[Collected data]
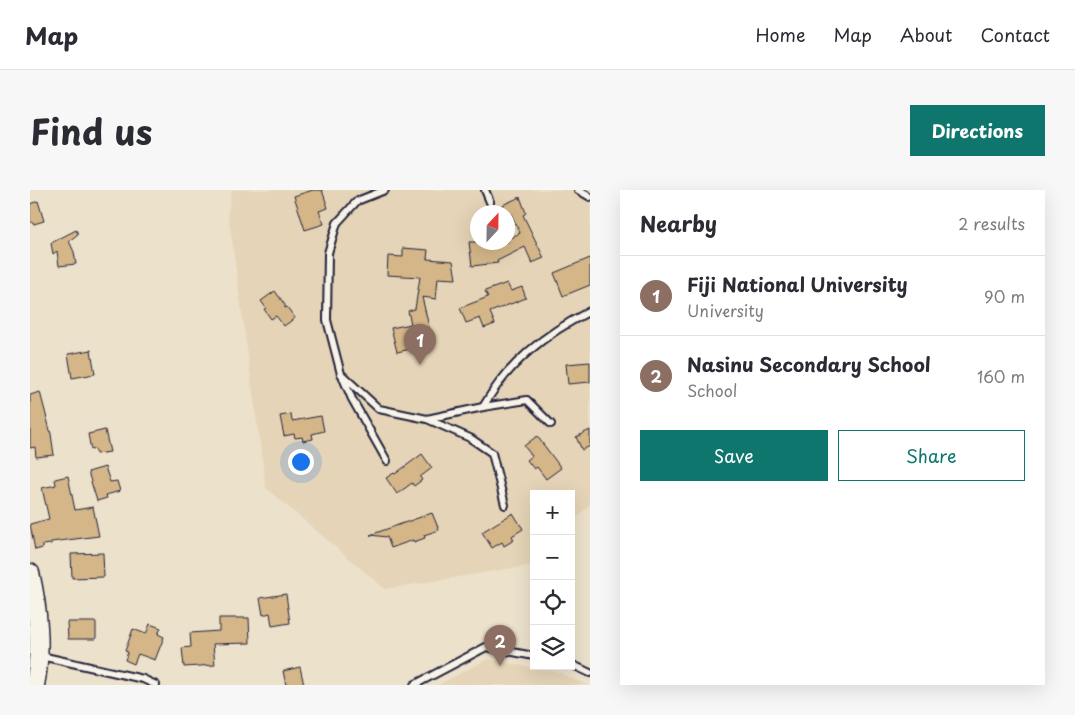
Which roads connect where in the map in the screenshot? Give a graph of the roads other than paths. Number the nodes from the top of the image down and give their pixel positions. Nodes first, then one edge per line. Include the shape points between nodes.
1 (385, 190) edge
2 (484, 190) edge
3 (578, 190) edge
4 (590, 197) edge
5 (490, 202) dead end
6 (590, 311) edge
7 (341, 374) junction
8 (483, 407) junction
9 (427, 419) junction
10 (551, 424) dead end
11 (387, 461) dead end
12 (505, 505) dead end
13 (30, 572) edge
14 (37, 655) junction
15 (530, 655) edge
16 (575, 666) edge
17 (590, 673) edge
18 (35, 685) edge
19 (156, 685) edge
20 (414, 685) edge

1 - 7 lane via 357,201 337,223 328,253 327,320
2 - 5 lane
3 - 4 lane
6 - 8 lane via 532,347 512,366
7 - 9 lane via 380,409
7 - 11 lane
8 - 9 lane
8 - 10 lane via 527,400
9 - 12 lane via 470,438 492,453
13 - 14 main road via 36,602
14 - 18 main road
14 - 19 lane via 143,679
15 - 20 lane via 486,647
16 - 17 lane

▸ **What you will do**
Reproduce the data exactly as it appears above. Pictures are to be left out.

▸ **Solution to this exercise**
Which roads connect where in the map in the screenshot? Give a graph of the roads other than paths. Number the nodes from the top of the image down and give their pixel positions. Nodes first, then one edge per line. Include the shape points between nodes.
1 (385, 190) edge
2 (484, 190) edge
3 (578, 190) edge
4 (590, 197) edge
5 (490, 202) dead end
6 (590, 311) edge
7 (341, 374) junction
8 (483, 407) junction
9 (427, 419) junction
10 (551, 424) dead end
11 (387, 461) dead end
12 (505, 505) dead end
13 (30, 572) edge
14 (37, 655) junction
15 (530, 655) edge
16 (575, 666) edge
17 (590, 673) edge
18 (35, 685) edge
19 (156, 685) edge
20 (414, 685) edge

1 - 7 lane via 357,201 337,223 328,253 327,320
2 - 5 lane
3 - 4 lane
6 - 8 lane via 532,347 512,366
7 - 9 lane via 380,409
7 - 11 lane
8 - 9 lane
8 - 10 lane via 527,400
9 - 12 lane via 470,438 492,453
13 - 14 main road via 36,602
14 - 18 main road
14 - 19 lane via 143,679
15 - 20 lane via 486,647
16 - 17 lane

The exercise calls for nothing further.